If you look at some of the main causes:
Intoe gait from the hip: Interal hip position due to "w" sitting and poor core strength, how will a gait plate change this? You need to re-educate the sitting position, improve core strength, stretch out the adductors and strengthen the abductors.
Intoe from the tibia: Osseous rotation, is this familial or is there a posture such as sitting or ball sleep that is inhibiting the bodies natural inclination to derotate the tibia during natural growth, how would a gait plate change this? Wouldn't a CRS/dennis browne bar and investigation into sitting and sleeping posture have more effect?
Intoe from metadductus: How would gait plate change this? If it is that bad then a surgical opinion should be sought, if not then should first port of call be protecting the foot from becoming a skew foot. If a flat gait plate was used wouldn't this hasten the process of the foot becoming skew by forcing the change in foot posture and placement.
I guess we really need to be clear in our diagnosis of what is causing and then logically think through what we arae treating and why, otherwise our gait plate becomes a bandaid solution, changing the appearance and not the cause.
I think that once you have eliminated the causes of intoeing outlined by Bug, there are a few left that are a result of compensating by avoidence for a "weak foot", one that would otherwise be grossly pronated. Another avoidence strategy can be the toe walker.
In this case a gait plate, which incorporates frontal plane axial momments may be helpful. Nevertheless, it needs to be well managed, and as mentioned by cpcpod shoes need to be very flexible. I only use these in pre schoolers as I think they are only a walking device and not suitable for running sports.
For the others not within my narrow category, I tend to use 2-5 extensions(reverse Morton's) on their devices, which do seem to improve angles also.
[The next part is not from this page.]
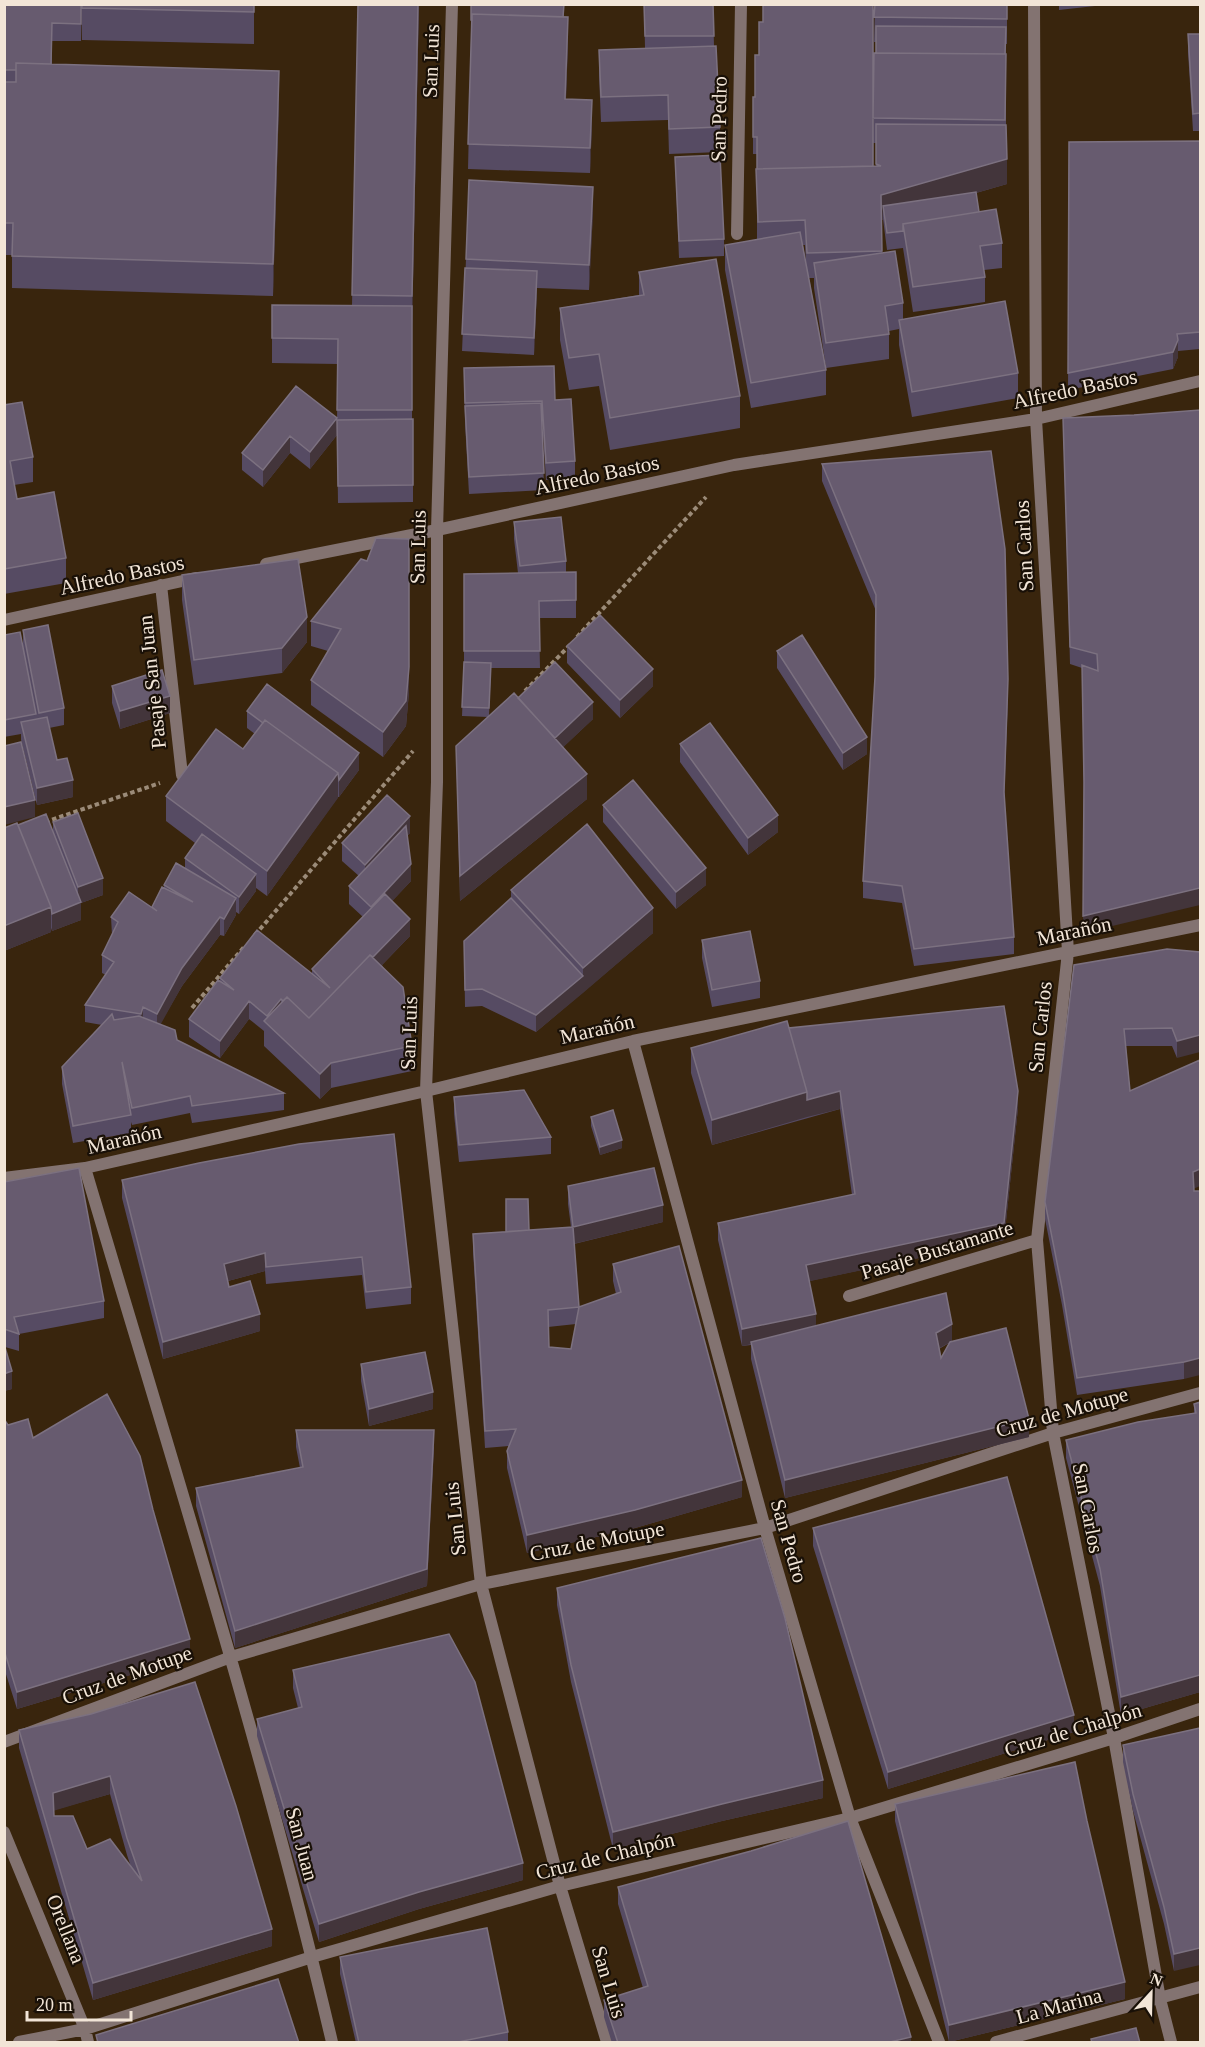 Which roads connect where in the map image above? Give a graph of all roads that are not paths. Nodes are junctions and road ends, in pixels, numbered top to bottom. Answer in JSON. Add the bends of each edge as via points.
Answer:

thanks for your input much appreciated.I agree with you (bug) there is very little evidence out there the reason for me posting the question in the first place.However i am not saying that gait plates are the answer but what i am trying to achieve is to affect the biomechanical function of the legs at propulsion stage of gait by reversing the breakline of the shoe,whatever worth you put on anecdotal evidence it seems to work in about 50% of the patients i treat.I will only say this is a short term approach to the management of symptomatic intoeing gait as we are all aware the condition improves with time,if not aesthetically it will funtionally.Is there anybody out there who uses gait plates on a regular basis? would like to here your opinion
the youngest age at which gait plates can be used for femoral antiversion? gina. When is the Denis Browne bars strongly indicated and age at which it is mostly affective and duration of use?
the youngest age at which gait plates can be used for femoral antiversion? gina. When is the Denis Browne bars strongly indicated and age at which it is mostly affective and duration of use?
Have used gait plates for a few years with mixed success, some successes and some spectacular failiures.
The earliest i have ever used them was on a 6YO diplegic who had just come out of hip twisters. As a general rule however i find they work better in slightly older children .
I find the footwear is important, it needs to hold the foot down onto the orthotic firmly. As such i often use them in conjunction with piedros or other specialist footware.
I have also used them effectivly as a hybrid with a UCBL with a dorsal foldover.
As with all such things, you have to pick your patients.